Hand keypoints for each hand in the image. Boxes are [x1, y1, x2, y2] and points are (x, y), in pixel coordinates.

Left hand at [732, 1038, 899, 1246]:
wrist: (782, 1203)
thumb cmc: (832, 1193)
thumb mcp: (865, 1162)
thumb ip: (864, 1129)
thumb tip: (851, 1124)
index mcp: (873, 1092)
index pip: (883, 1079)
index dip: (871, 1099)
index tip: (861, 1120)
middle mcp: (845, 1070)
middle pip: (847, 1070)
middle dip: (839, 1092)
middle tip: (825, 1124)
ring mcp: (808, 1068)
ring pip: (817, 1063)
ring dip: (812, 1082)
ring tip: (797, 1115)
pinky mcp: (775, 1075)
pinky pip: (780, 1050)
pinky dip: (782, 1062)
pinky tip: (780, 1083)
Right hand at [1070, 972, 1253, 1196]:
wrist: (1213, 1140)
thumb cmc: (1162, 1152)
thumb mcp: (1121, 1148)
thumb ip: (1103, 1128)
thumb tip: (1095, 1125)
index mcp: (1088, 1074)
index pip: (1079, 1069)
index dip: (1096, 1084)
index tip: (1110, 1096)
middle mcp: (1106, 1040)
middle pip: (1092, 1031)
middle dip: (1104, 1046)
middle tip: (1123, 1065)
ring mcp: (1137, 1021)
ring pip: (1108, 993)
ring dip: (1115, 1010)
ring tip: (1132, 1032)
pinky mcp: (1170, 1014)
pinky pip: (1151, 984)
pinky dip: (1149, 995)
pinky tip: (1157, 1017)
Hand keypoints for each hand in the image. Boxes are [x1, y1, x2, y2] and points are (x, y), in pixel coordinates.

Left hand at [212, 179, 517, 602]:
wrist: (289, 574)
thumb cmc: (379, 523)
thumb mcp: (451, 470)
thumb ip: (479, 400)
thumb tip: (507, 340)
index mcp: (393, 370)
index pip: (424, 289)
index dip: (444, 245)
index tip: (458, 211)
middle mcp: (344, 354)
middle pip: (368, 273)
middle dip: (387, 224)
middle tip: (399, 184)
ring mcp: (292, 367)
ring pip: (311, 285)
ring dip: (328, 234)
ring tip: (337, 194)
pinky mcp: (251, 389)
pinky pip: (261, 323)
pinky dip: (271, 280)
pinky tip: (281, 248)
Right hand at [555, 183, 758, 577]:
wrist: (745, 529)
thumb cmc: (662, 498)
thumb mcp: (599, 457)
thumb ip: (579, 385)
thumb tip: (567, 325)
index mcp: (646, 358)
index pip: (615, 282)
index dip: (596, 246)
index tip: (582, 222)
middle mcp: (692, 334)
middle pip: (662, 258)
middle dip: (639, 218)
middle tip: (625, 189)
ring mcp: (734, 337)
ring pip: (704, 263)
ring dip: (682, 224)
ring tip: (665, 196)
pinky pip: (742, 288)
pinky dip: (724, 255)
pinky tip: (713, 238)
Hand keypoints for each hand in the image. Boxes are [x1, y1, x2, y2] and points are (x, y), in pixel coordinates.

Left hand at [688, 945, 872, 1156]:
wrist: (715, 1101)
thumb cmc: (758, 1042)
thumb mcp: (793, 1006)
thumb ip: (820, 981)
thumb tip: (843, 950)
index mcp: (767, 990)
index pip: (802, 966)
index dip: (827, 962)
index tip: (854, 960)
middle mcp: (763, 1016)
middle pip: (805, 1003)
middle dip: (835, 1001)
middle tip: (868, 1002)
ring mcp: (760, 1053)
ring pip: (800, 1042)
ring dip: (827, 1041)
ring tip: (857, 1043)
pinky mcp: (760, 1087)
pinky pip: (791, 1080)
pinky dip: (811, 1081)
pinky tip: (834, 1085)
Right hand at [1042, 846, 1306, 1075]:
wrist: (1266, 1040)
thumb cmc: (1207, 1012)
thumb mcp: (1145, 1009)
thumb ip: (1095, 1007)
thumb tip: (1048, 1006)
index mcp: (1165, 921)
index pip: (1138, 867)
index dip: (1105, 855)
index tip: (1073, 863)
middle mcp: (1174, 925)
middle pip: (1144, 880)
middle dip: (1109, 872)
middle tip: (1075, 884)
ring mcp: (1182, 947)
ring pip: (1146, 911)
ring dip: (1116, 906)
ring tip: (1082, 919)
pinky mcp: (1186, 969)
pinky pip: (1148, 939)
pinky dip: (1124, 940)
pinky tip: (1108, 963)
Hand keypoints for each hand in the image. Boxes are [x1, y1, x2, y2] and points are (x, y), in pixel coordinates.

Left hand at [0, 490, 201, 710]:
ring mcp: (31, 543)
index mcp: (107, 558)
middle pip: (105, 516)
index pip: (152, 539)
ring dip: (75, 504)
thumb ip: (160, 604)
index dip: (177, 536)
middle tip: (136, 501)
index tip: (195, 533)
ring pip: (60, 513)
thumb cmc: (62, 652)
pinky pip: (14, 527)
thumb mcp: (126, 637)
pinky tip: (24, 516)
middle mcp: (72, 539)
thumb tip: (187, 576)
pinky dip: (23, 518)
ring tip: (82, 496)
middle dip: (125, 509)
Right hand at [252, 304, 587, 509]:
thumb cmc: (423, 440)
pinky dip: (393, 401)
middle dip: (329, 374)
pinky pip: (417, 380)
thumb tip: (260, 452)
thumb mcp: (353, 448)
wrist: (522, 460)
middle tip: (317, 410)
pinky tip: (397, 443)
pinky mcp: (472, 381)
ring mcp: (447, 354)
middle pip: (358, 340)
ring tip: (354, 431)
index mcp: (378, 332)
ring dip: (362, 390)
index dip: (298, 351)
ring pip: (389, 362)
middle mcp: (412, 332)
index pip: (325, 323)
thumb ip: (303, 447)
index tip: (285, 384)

------

- **PROBLEM DESCRIPTION**
Word for word, copy out all of the data shown above.

- **SOLUTION**
Hand keypoints for each hand in the image. Boxes are [x1, y1, x2, y2] and points are (x, y), in pixel coordinates.

Left hand at [732, 1038, 899, 1246]:
wrist: (782, 1203)
thumb cmc: (832, 1193)
thumb mcp: (865, 1162)
thumb ip: (864, 1129)
thumb tip: (851, 1124)
index mcp: (873, 1092)
index pip: (883, 1079)
index dip: (871, 1099)
index tip: (861, 1120)
middle mcp: (845, 1070)
middle pip: (847, 1070)
middle dip: (839, 1092)
middle tip: (825, 1124)
ring mcp: (808, 1068)
ring pip: (817, 1063)
ring dip: (812, 1082)
ring tip: (797, 1115)
pinky mcp: (775, 1075)
pinky pip: (780, 1050)
pinky dip: (782, 1062)
pinky tip: (780, 1083)
Right hand at [1070, 972, 1253, 1196]:
wrist: (1213, 1140)
thumb cmc: (1162, 1152)
thumb mcp: (1121, 1148)
thumb ip: (1103, 1128)
thumb tip: (1095, 1125)
index mcp: (1088, 1074)
index pip: (1079, 1069)
index dip: (1096, 1084)
index tip: (1110, 1096)
middle mcp: (1106, 1040)
middle pip: (1092, 1031)
middle dip: (1104, 1046)
middle tip: (1123, 1065)
ring mcp: (1137, 1021)
ring pip: (1108, 993)
ring dip: (1115, 1010)
ring tip: (1132, 1032)
pinky mcp: (1170, 1014)
pinky pip: (1151, 984)
pinky dip: (1149, 995)
pinky tip: (1157, 1017)
Hand keypoints for each hand in the image. Boxes are [x1, y1, x2, y2] and points are (x, y), in pixel coordinates.

Left hand at [212, 179, 517, 602]:
wrist: (289, 574)
thumb cmc: (379, 523)
thumb mcp: (451, 470)
thumb ip: (479, 400)
thumb tip: (507, 340)
index mcp: (393, 370)
index pip: (424, 289)
index dip: (444, 245)
index tip: (458, 211)
middle mcp: (344, 354)
middle pip: (368, 273)
middle dip: (387, 224)
middle tip: (399, 184)
ring mcp: (292, 367)
ring pip: (311, 285)
ring dip: (328, 234)
ring tip: (337, 194)
pinky mcp: (251, 389)
pinky pip: (261, 323)
pinky dip: (271, 280)
pinky tip: (281, 248)
Right hand at [555, 183, 758, 577]:
wrist: (745, 529)
thumb cmc: (662, 498)
thumb mcp: (599, 457)
thumb ip: (579, 385)
thumb tip: (567, 325)
index mcp: (646, 358)
index pip: (615, 282)
index dip: (596, 246)
index tip: (582, 222)
middle mcp: (692, 334)
middle pip: (662, 258)
middle dip: (639, 218)
middle tip: (625, 189)
ring mcp: (734, 337)
ring pip: (704, 263)
ring dip: (682, 224)
ring tip: (665, 196)
pinky pip: (742, 288)
pinky dip: (724, 255)
pinky tip: (713, 238)
Hand keypoints for each hand in the image. Boxes are [x1, y1, x2, y2] and points are (x, y), in pixel coordinates.

Left hand at [688, 945, 872, 1156]:
wrist: (715, 1101)
thumb cmc: (758, 1042)
thumb mcp: (793, 1006)
thumb ip: (820, 981)
thumb tip: (843, 950)
index mcp: (767, 990)
index pip: (802, 966)
index dip: (827, 962)
index tip: (854, 960)
middle mcp: (763, 1016)
middle pip: (805, 1003)
middle dip: (835, 1001)
middle tip: (868, 1002)
ring mcp: (760, 1053)
ring pip: (800, 1042)
ring dip: (827, 1041)
ring tip: (857, 1043)
pinky mcp: (760, 1087)
pinky pip: (791, 1080)
pinky dip: (811, 1081)
pinky tip: (834, 1085)
Right hand at [1042, 846, 1306, 1075]:
wrist: (1266, 1040)
thumb cmc: (1207, 1012)
thumb mcp: (1145, 1009)
thumb ip: (1095, 1007)
thumb tip: (1048, 1006)
index mcp: (1165, 921)
index pip: (1138, 867)
index dip: (1105, 855)
index tip: (1073, 863)
middle mcp: (1174, 925)
middle pip: (1144, 880)
middle dip: (1109, 872)
middle tip: (1075, 884)
ring mcp: (1182, 947)
ring pip: (1146, 911)
ring dip: (1116, 906)
ring tip: (1082, 919)
pinky mcp: (1186, 969)
pinky pip: (1148, 939)
pinky dip: (1124, 940)
pinky tip: (1108, 963)
Hand keypoints for each hand in the image. Boxes are [x1, y1, x2, y2] and points are (x, y), in pixel coordinates.

Left hand at [0, 490, 201, 710]:
ring mcp: (31, 543)
index mcp: (107, 558)
middle pip: (105, 516)
index pip: (152, 539)
ring dip: (75, 504)
thumb ip: (160, 604)
index dip: (177, 536)
middle tip: (136, 501)
index tip: (195, 533)
ring pip: (60, 513)
thumb cmc: (62, 652)
pinky pip: (14, 527)
thumb mcp: (126, 637)
pinky tip: (24, 516)
middle mcp: (72, 539)
thumb tip: (187, 576)
pinky dip: (23, 518)
ring tip: (82, 496)
middle dip: (125, 509)
Right hand at [252, 304, 587, 509]:
thumb cmc: (423, 440)
pinky dip: (393, 401)
middle dip: (329, 374)
pinky pip: (417, 380)
thumb tip: (260, 452)
thumb mcp: (353, 448)
wrist: (522, 460)
middle tip: (317, 410)
pinky tip: (397, 443)
pinky mcp: (472, 381)
ring mcp: (447, 354)
middle pip: (358, 340)
ring tip: (354, 431)
index mcp: (378, 332)
ring dip: (362, 390)
index dip: (298, 351)
ring pip: (389, 362)
middle mcp: (412, 332)
index pip: (325, 323)
thumb ip: (303, 447)
index tip: (285, 384)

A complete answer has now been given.